Doesn't presume the viewer to be an idiot or a genius or fill the videos with fluff. It's hard to find anything like it. I learn more about python watching him dissect it in one video than anything else in several
Ciphers are incredibly common in cryptography, it's just that they're usually combined with multiple other methods to further obfuscate the data. NES games used bitshifting and XOR in their passwords, for example. With a simple substitution cipher, to show the player the resulting data in a human-readable way. So, it could be written down, for later.
I was such a dumb guy, instead of python replacing all the strings what i did was print the index and value of that 'a' string and i manually found and replaced it. Such a dumb way to do it.
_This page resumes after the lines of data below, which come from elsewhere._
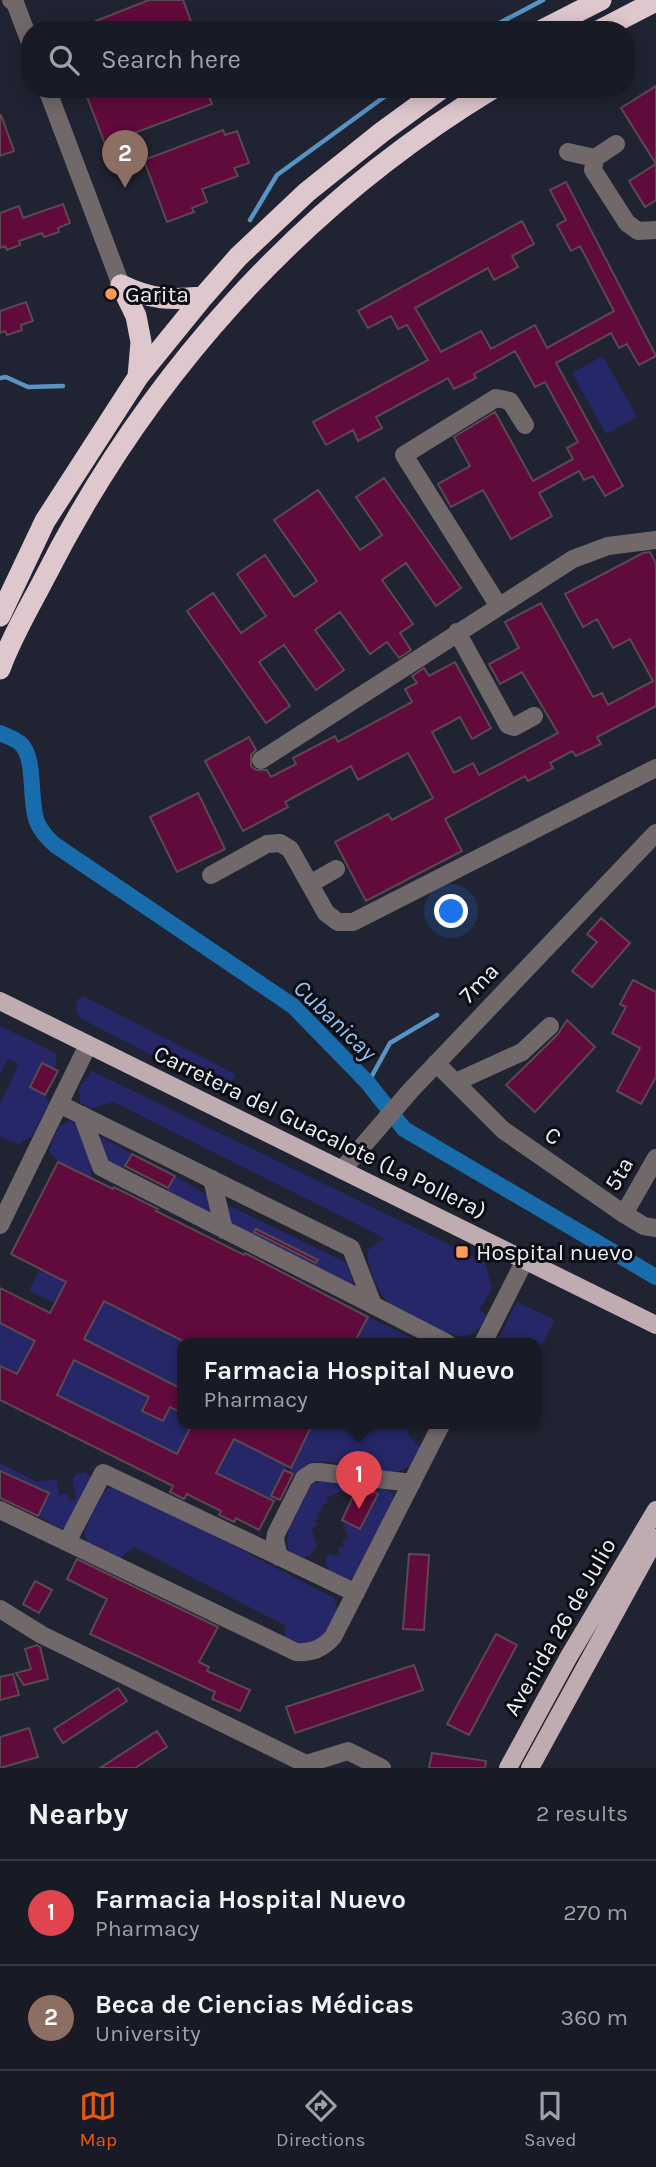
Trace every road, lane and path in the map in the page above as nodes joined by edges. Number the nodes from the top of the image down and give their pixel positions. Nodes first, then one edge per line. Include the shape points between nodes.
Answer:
1 (11, 0) edge
2 (601, 0) edge
3 (656, 1) edge
4 (22, 21) edge
5 (560, 21) edge
6 (617, 21) edge
7 (50, 98) edge
8 (429, 98) edge
9 (477, 98) edge
10 (616, 144) dead end
11 (568, 152) dead end
12 (595, 158) junction
13 (656, 230) edge
14 (121, 285) junction
15 (203, 297) junction
16 (138, 377) junction
17 (526, 425) dead end
18 (656, 540) edge
19 (498, 605) junction
20 (0, 616) edge
21 (457, 632) junction
22 (0, 669) edge
23 (534, 716) dead end
24 (261, 760) dead end
25 (656, 768) edge
26 (656, 833) edge
27 (648, 854) edge
28 (336, 869) dead end
29 (211, 875) dead end
30 (310, 884) junction
31 (0, 1001) edge
32 (550, 1026) dead end
33 (88, 1045) junction
34 (436, 1063) junction
35 (456, 1082) junction
36 (59, 1104) junction
37 (82, 1115) junction
38 (656, 1158) edge
39 (342, 1170) junction
40 (212, 1180) junction
41 (624, 1214) junction
42 (0, 1224) edge
43 (656, 1228) edge
44 (224, 1230) junction
45 (525, 1260) junction
46 (373, 1305) junction
47 (656, 1325) edge
48 (437, 1338) edge
49 (486, 1338) edge
50 (439, 1429) edge
51 (412, 1483) junction
52 (0, 1510) edge
53 (656, 1510) edge
54 (656, 1538) edge
55 (67, 1542) junction
56 (279, 1556) junction
57 (356, 1593) junction
58 (0, 1609) edge
59 (382, 1768) edge
60 (508, 1768) edge
61 (530, 1768) edge

1 - 4 street
2 - 5 highway
3 - 6 highway
7 - 14 street
8 - 15 highway via 307,192
9 - 22 highway via 373,170 314,220 259,273 157,393 72,524
10 - 12 street
11 - 12 street
12 - 13 street via 593,170 627,223 638,230
14 - 15 highway via 166,300
14 - 16 highway via 136,316 141,342
15 - 16 highway
16 - 20 highway via 44,521
17 - 19 street via 510,401 496,398 404,455
18 - 19 street via 608,545 573,559
19 - 21 street
21 - 23 street via 508,725 513,727
21 - 24 street
25 - 30 street via 353,922 338,922 326,913
26 - 27 street, 7ma
27 - 34 street, 7ma
28 - 30 street
29 - 30 street via 267,844 280,843 290,849
31 - 33 main road, Carretera del Guacalote (La Pollera)
32 - 35 street via 522,1052
33 - 36 street
33 - 39 main road, Carretera del Guacalote (La Pollera)
34 - 35 street, C
34 - 39 street, 7ma
35 - 41 street, C via 503,1130
36 - 37 street
36 - 42 street
37 - 40 street
37 - 44 street via 101,1167
38 - 41 street, 5ta
39 - 45 main road, Carretera del Guacalote (La Pollera)
40 - 44 street
40 - 46 street via 351,1248
41 - 43 street, C
44 - 46 street
45 - 47 main road, Carretera del Guacalote (La Pollera)
45 - 49 street
46 - 48 street
50 - 51 street
51 - 56 street via 309,1474 276,1534
51 - 57 street
52 - 55 street
53 - 60 main road, Avenida 26 de Julio
54 - 61 main road, Avenida 26 de Julio
55 - 56 street via 103,1473
55 - 57 street via 296,1652 326,1645
56 - 57 street
58 - 59 street via 42,1635 306,1763 348,1751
It's in one of the first picoctf videos. There was some easy challenge and time left so he created 2 scripts in bash. I think the save script saves the flag in flag.txt, if I remember correct , and finish adds _COMPLETED to the the directory name so you know the challenge is completed. You don't need those scripts to finish a challenge, they are his own quality-of-life scripts. But you'll learn some scripting watching this video
It seems to me, that approximately 99.999% of the Python Code i get or see looks like the obfuscated CTF-File. And always this is just the pythonic way to do things. With loads of comments like "// get np for xxx" because everyone knows that np means numpy, right? Anyway.... i like Python as a Programming language... most programming styles of this language i strongly dislike. Also: nice video
It’s “how do they look” or “what do they look like.” Not “how do they look like.” That’s an English mistake that foreigners make, and that now native English speakers are starting to become corrupted by.